*Exercise aim*
In the records that follow, skip the pictures and print everything else exactly.

*Exercise materials*
· · · · · · ·

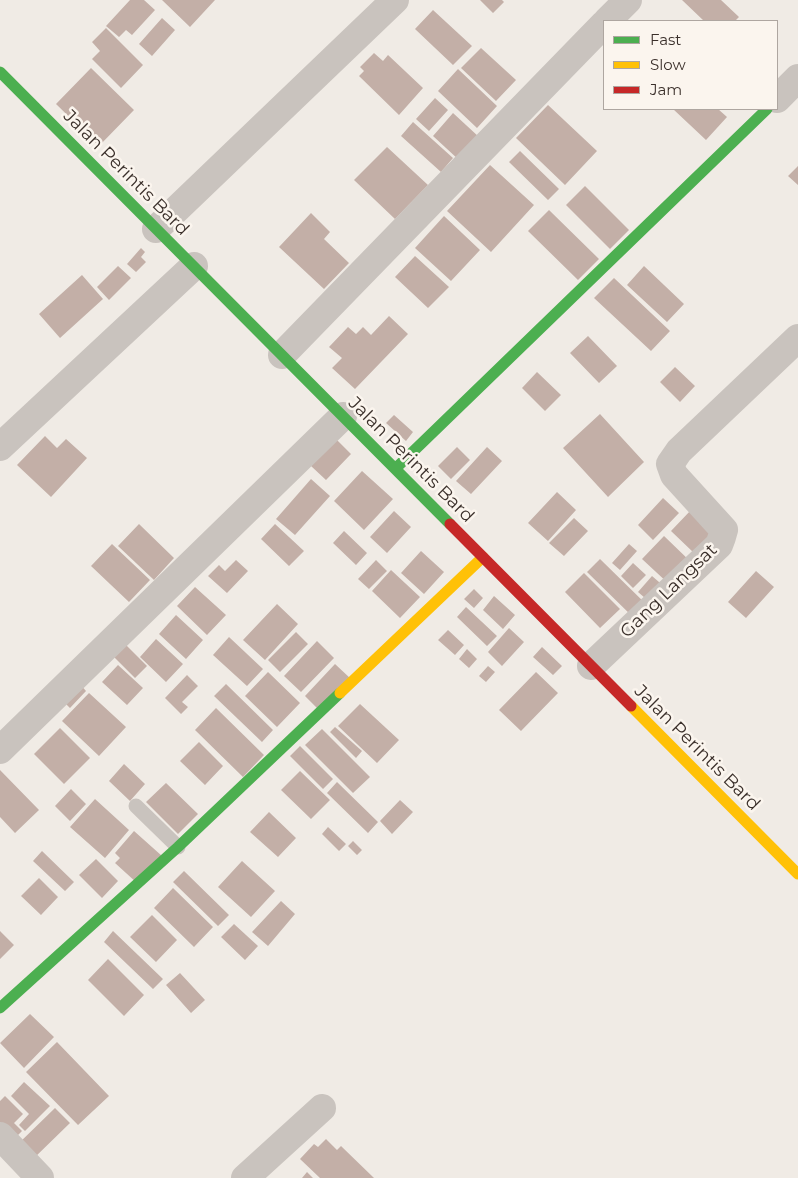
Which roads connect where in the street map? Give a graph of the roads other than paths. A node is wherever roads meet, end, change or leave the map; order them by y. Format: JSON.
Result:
{"nodes":[{"id":1,"x":395,"y":0,"type":"edge"},
{"id":2,"x":628,"y":0,"type":"edge"},
{"id":3,"x":608,"y":20,"type":"edge"},
{"id":4,"x":603,"y":25,"type":"edge"},
{"id":5,"x":0,"y":72,"type":"edge"},
{"id":6,"x":798,"y":78,"type":"edge"},
{"id":7,"x":778,"y":98,"type":"edge"},
{"id":8,"x":766,"y":110,"type":"edge"},
{"id":9,"x":156,"y":229,"type":"junction"},
{"id":10,"x":194,"y":266,"type":"junction"},
{"id":11,"x":798,"y":338,"type":"edge"},
{"id":12,"x":282,"y":355,"type":"junction"},
{"id":13,"x":342,"y":416,"type":"junction"},
{"id":14,"x":0,"y":447,"type":"edge"},
{"id":15,"x":395,"y":469,"type":"junction"},
{"id":16,"x":483,"y":557,"type":"junction"},
{"id":17,"x":591,"y":666,"type":"junction"},
{"id":18,"x":0,"y":750,"type":"edge"},
{"id":19,"x":136,"y":806,"type":"dead end"},
{"id":20,"x":178,"y":847,"type":"junction"},
{"id":21,"x":798,"y":874,"type":"edge"},
{"id":22,"x":0,"y":1008,"type":"edge"},
{"id":23,"x":322,"y":1108,"type":"dead end"},
{"id":24,"x":0,"y":1136,"type":"edge"},
{"id":25,"x":40,"y":1178,"type":"edge"},
{"id":26,"x":245,"y":1178,"type":"edge"}],
"edges":[{"from":1,"to":9,"type":"street"},
{"from":2,"to":3,"type":"street"},
{"from":4,"to":12,"type":"street"},
{"from":5,"to":9,"type":"street","name":"Jalan Perintis Bard"},
{"from":6,"to":7,"type":"street"},
{"from":8,"to":15,"type":"street"},
{"from":9,"to":10,"type":"street","name":"Jalan Perintis Bard"},
{"from":10,"to":12,"type":"street","name":"Jalan Perintis Bard"},
{"from":10,"to":14,"type":"street"},
{"from":11,"to":17,"type":"street","name":"Gang Langsat"},
{"from":12,"to":13,"type":"street","name":"Jalan Perintis Bard"},
{"from":13,"to":15,"type":"street","name":"Jalan Perintis Bard"},
{"from":13,"to":18,"type":"street"},
{"from":15,"to":16,"type":"street","name":"Jalan Perintis Bard"},
{"from":16,"to":17,"type":"street","name":"Jalan Perintis Bard"},
{"from":16,"to":20,"type":"street"},
{"from":17,"to":21,"type":"street","name":"Jalan Perintis Bard"},
{"from":19,"to":20,"type":"lane"},
{"from":20,"to":22,"type":"street"},
{"from":23,"to":26,"type":"street"},
{"from":24,"to":25,"type":"street"}]}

· · · · · · ·

*Result for this exercise*
Which roads connect where in the street map? Give a graph of the roads other than paths. A node is wherever roads meet, end, change or leave the map; order them by y. Format: JSON.
Result:
{"nodes":[{"id":1,"x":395,"y":0,"type":"edge"},
{"id":2,"x":628,"y":0,"type":"edge"},
{"id":3,"x":608,"y":20,"type":"edge"},
{"id":4,"x":603,"y":25,"type":"edge"},
{"id":5,"x":0,"y":72,"type":"edge"},
{"id":6,"x":798,"y":78,"type":"edge"},
{"id":7,"x":778,"y":98,"type":"edge"},
{"id":8,"x":766,"y":110,"type":"edge"},
{"id":9,"x":156,"y":229,"type":"junction"},
{"id":10,"x":194,"y":266,"type":"junction"},
{"id":11,"x":798,"y":338,"type":"edge"},
{"id":12,"x":282,"y":355,"type":"junction"},
{"id":13,"x":342,"y":416,"type":"junction"},
{"id":14,"x":0,"y":447,"type":"edge"},
{"id":15,"x":395,"y":469,"type":"junction"},
{"id":16,"x":483,"y":557,"type":"junction"},
{"id":17,"x":591,"y":666,"type":"junction"},
{"id":18,"x":0,"y":750,"type":"edge"},
{"id":19,"x":136,"y":806,"type":"dead end"},
{"id":20,"x":178,"y":847,"type":"junction"},
{"id":21,"x":798,"y":874,"type":"edge"},
{"id":22,"x":0,"y":1008,"type":"edge"},
{"id":23,"x":322,"y":1108,"type":"dead end"},
{"id":24,"x":0,"y":1136,"type":"edge"},
{"id":25,"x":40,"y":1178,"type":"edge"},
{"id":26,"x":245,"y":1178,"type":"edge"}],
"edges":[{"from":1,"to":9,"type":"street"},
{"from":2,"to":3,"type":"street"},
{"from":4,"to":12,"type":"street"},
{"from":5,"to":9,"type":"street","name":"Jalan Perintis Bard"},
{"from":6,"to":7,"type":"street"},
{"from":8,"to":15,"type":"street"},
{"from":9,"to":10,"type":"street","name":"Jalan Perintis Bard"},
{"from":10,"to":12,"type":"street","name":"Jalan Perintis Bard"},
{"from":10,"to":14,"type":"street"},
{"from":11,"to":17,"type":"street","name":"Gang Langsat"},
{"from":12,"to":13,"type":"street","name":"Jalan Perintis Bard"},
{"from":13,"to":15,"type":"street","name":"Jalan Perintis Bard"},
{"from":13,"to":18,"type":"street"},
{"from":15,"to":16,"type":"street","name":"Jalan Perintis Bard"},
{"from":16,"to":17,"type":"street","name":"Jalan Perintis Bard"},
{"from":16,"to":20,"type":"street"},
{"from":17,"to":21,"type":"street","name":"Jalan Perintis Bard"},
{"from":19,"to":20,"type":"lane"},
{"from":20,"to":22,"type":"street"},
{"from":23,"to":26,"type":"street"},
{"from":24,"to":25,"type":"street"}]}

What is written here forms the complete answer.